Valhallarama then jumped to her feet
and shook her fist fiercely.
‘YOU killed him!’ she roared at the
witch. ‘You fiend!’
‘All’s fair in love and war,
Valhallarama,’ cooed the witch. ‘Did you
not try and kill my own son Alvin with
your very own arrow back in the Amber
Slavelands? Perhaps you should have
given your son triple-depth chest
armour, and maybe he would be
alive today… but then maybe
you are more of a careless
mother than I am myself.
You were never around
much, were you?’
The witch
had much to pay
Valhallarama back
for, and that
particular poison
dart really hit
home.

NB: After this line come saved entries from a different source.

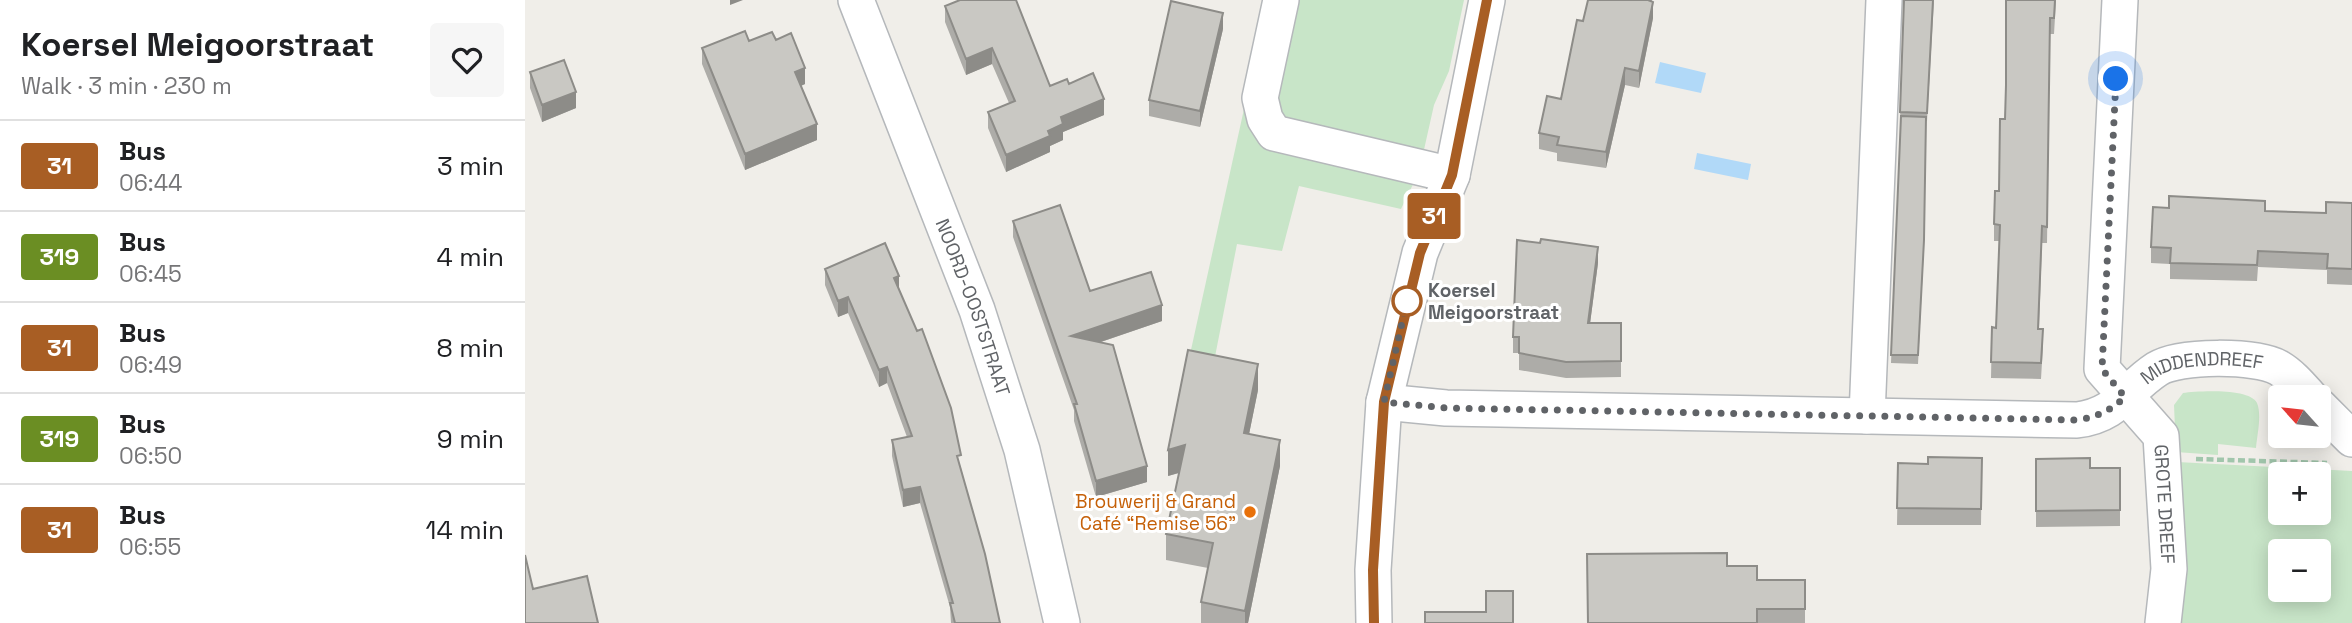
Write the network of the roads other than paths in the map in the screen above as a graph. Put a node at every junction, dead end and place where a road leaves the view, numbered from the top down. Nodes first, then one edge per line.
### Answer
1 (856, 0) edge
2 (1281, 0) edge
3 (1487, 0) edge
4 (1884, 0) edge
5 (2120, 0) edge
6 (1452, 175) junction
7 (2299, 385) edge
8 (2125, 397) junction
9 (1384, 402) junction
10 (1867, 416) junction
11 (2331, 427) edge
12 (2345, 452) edge
13 (1062, 623) edge
14 (1374, 623) edge
15 (2163, 623) edge

1 - 13 street, NOORD-OOSTSTRAAT
2 - 6 street
3 - 6 street
4 - 10 street
5 - 8 street, GROTE DREEF
6 - 9 street
7 - 8 street, MIDDENDREEF
8 - 10 street, MIDDENDREEF
8 - 15 street, GROTE DREEF
9 - 10 street, MIDDENDREEF
9 - 14 street
11 - 12 street

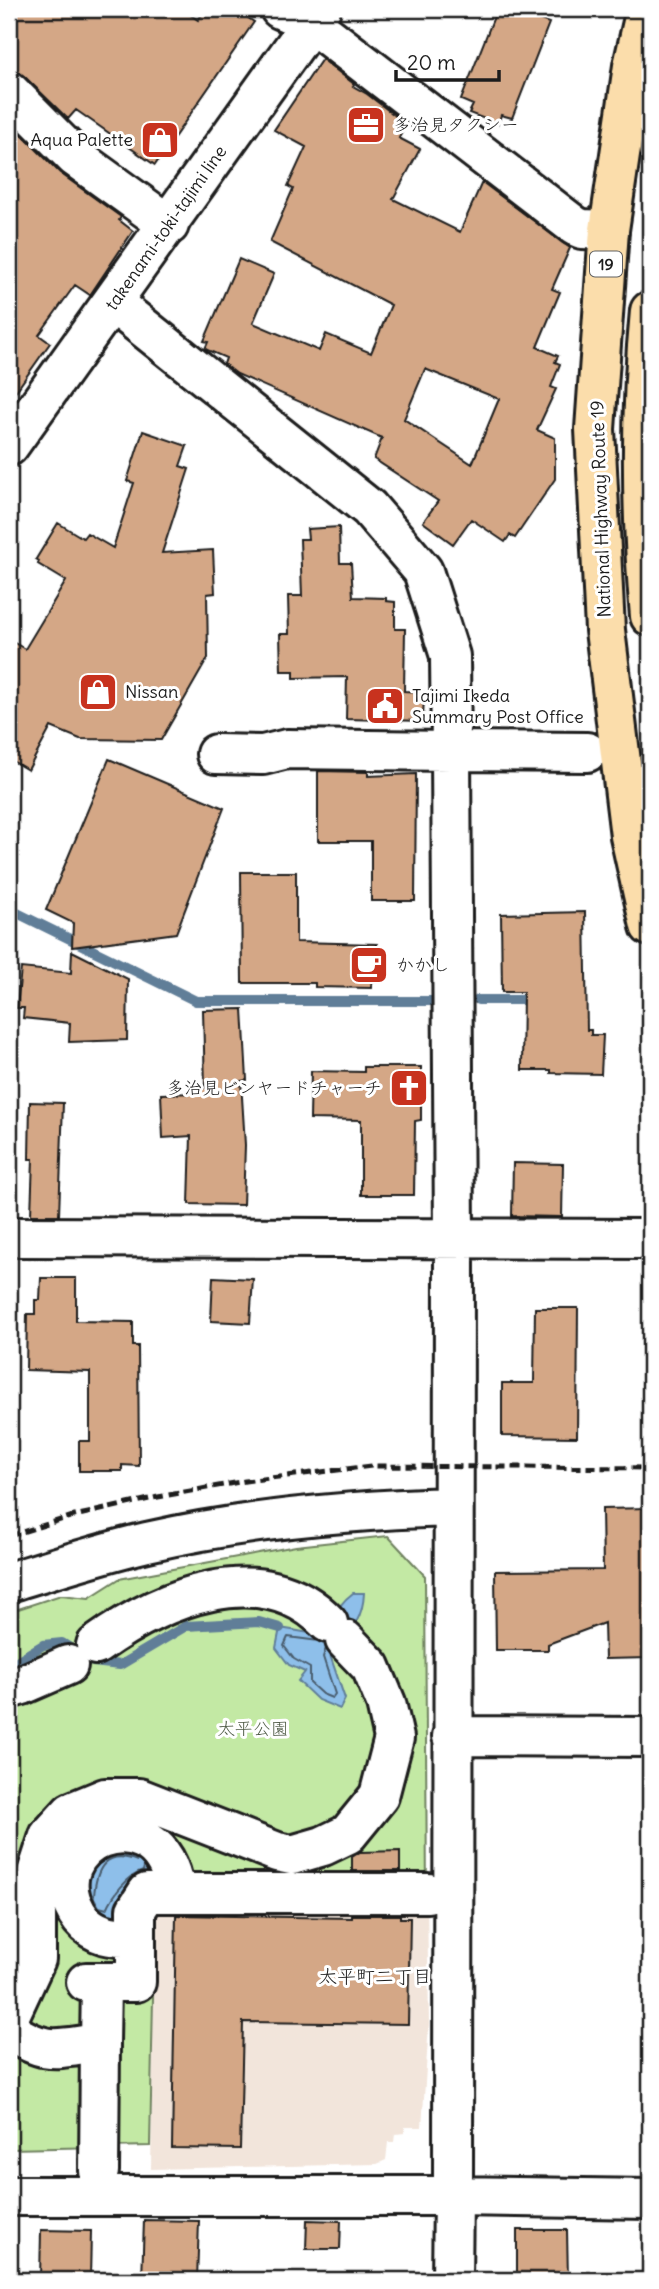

The poor crushed Warrior showed the hurt in
her wounded blue eyes.
Valhallarama whirled around, and in one flowing
movement, she swiped an axe from an Alvinsman
standing behind her.
She raised the axe above her head, and roared:
‘BLOOD FEUD!’
The massed crowds of Dragonmarkers drew their
own axes in sympathy. A battle between the Alvinsmen
and the Dragonmarkers was about to take place.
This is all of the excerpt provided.